Immune Responses During Human Schistosomiasis Mansoni

Abstract
The in vitro lymphocyte blastogenesis capabilities of patients with schistosomiasis mansoni were tested against phytohemagglutinin (PHA), Candida albicans extract, and soluble preparations of schistosome eggs (SEA), adult worms (SWAP), or cercariae (CAP). When patients' lymphocytes were cultured in medium which contained 5% human (homologous) normal (uninfected) serum, they responded well to PHA and Candida extract. The responses induced by SEA were maximal in patients with early Schistosoma mansoni infections, while reactivity against SWAP and CAP increased during chronic infection. These responses, induced by the schistosome-derived antigenic preparations, were suppressed if the homologous-normal serum supplement of the culture medium was replaced with either the patient's own (autologous) serum, or that of another S. mansoni patient. All sera were heat-inactivated (56°C/30 min) prior to use. In contrast, responses against the non-specific mitogen (PHA) and the unrelated antigen (Candida extract), were not altered by these changes of the serum supplementation of the media. The degree of suppression by patient serum was not changed by increasing the serum percentage in the medium from 5% to 25%. The suppressive effects of patient sera on responses induced by SEA and SWAP were increased in relationship to the duration of the serum donor's S. mansoni infection.
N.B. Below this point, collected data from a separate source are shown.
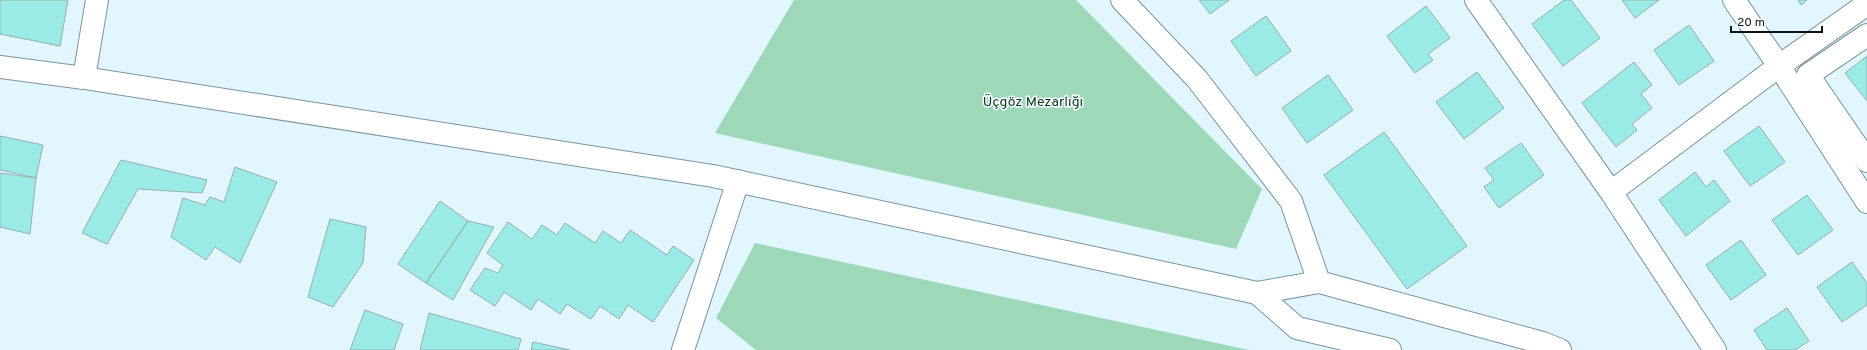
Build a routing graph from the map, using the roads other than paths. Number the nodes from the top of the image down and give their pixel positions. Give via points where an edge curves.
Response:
1 (97, 0) edge
2 (1122, 0) edge
3 (1476, 0) edge
4 (1734, 0) edge
5 (1867, 4) edge
6 (1867, 35) edge
7 (1779, 66) junction
8 (0, 67) edge
9 (84, 78) junction
10 (1867, 161) edge
11 (738, 181) junction
12 (1611, 192) junction
13 (1867, 202) edge
14 (1319, 282) junction
15 (1257, 293) junction
16 (683, 350) edge
17 (1390, 350) edge
18 (1560, 350) edge
19 (1715, 350) edge

1 - 9 street
2 - 14 street via 1197,79 1291,201
3 - 12 street
4 - 7 street
5 - 7 street
6 - 10 street via 1808,75
7 - 12 street
7 - 13 street
8 - 9 street
9 - 11 street
11 - 15 street
11 - 16 street
12 - 19 street
14 - 15 street
14 - 18 street via 1543,342
15 - 17 street via 1297,328

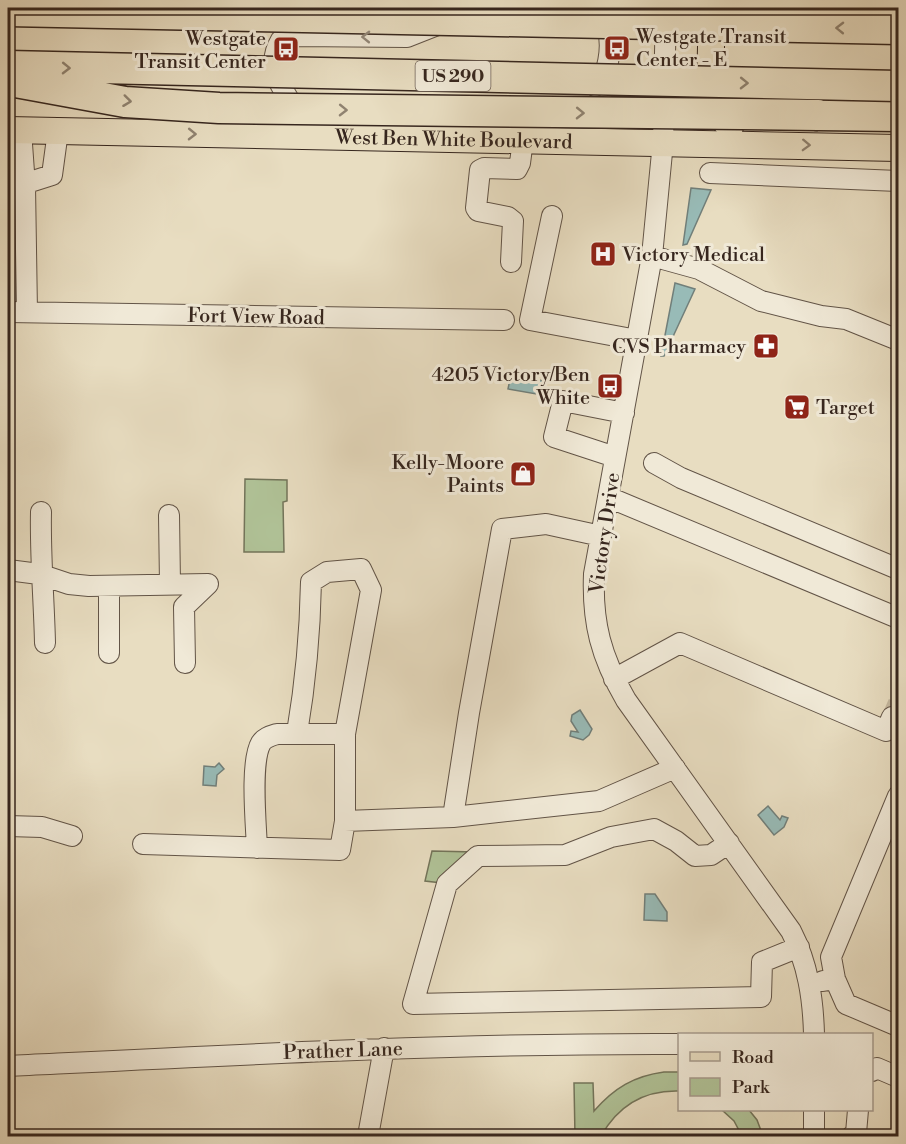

Preincubation of lymphocytes in suppressive patient sera for 30 min at 37°C did not reduce the expected level of responsiveness if the cells were subsequently cultured in homologous-normal serum supplemented medium. The data indicate that during S. mansoni infection patients develop serum component(s) which specifically interfere with the responsiveness of their lymphocytes in regard to certain schistosome-derived antigenic preparations. The immunoregulatory events described could participate in the modulation of immunopathology, the maintenance of chronic adult worm survival, and the prevention of full expression of protective immune responses.